The expected answer is the set of lines in the data below between the line holding "middle dip: (596, 376)" and the line holding "pinky tip: (605, 426)", inclusive, written out exactly.

####################

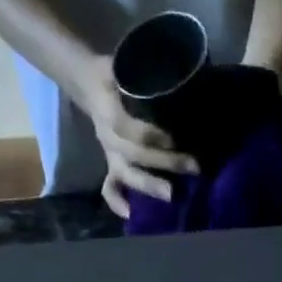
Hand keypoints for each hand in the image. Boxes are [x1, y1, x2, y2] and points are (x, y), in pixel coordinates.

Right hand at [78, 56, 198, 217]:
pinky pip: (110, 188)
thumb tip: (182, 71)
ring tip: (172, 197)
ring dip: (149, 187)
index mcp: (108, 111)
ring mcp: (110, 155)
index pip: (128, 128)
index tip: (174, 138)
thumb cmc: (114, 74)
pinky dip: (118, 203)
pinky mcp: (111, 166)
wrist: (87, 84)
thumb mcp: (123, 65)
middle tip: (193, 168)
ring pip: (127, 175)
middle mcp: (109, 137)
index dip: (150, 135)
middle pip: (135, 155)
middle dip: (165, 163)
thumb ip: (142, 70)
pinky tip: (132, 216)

####################

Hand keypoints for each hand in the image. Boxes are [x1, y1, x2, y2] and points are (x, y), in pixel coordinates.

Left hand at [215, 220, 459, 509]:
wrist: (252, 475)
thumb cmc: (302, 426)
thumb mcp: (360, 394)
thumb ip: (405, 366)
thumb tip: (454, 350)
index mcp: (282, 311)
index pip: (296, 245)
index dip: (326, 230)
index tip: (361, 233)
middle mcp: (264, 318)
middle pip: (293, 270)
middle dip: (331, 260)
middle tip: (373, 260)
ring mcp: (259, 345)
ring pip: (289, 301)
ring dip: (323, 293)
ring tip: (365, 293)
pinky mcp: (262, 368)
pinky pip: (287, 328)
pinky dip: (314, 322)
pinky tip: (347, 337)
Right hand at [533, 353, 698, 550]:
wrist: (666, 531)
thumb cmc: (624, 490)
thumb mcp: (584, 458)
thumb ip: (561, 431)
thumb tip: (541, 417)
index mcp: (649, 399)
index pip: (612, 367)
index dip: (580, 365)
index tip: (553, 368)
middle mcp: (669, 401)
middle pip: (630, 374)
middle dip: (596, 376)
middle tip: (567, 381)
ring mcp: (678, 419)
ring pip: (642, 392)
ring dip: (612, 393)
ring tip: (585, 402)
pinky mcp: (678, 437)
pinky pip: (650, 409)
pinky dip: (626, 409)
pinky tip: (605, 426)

####################

■ **Reply**:
middle dip: (596, 376)
middle tip: (567, 381)
ring mcp: (678, 419)
ring pip: (642, 392)
ring dip: (612, 393)
ring tip: (585, 402)
pinky mcp: (678, 437)
pinky pip: (650, 409)
pinky dip: (626, 409)
pinky tip: (605, 426)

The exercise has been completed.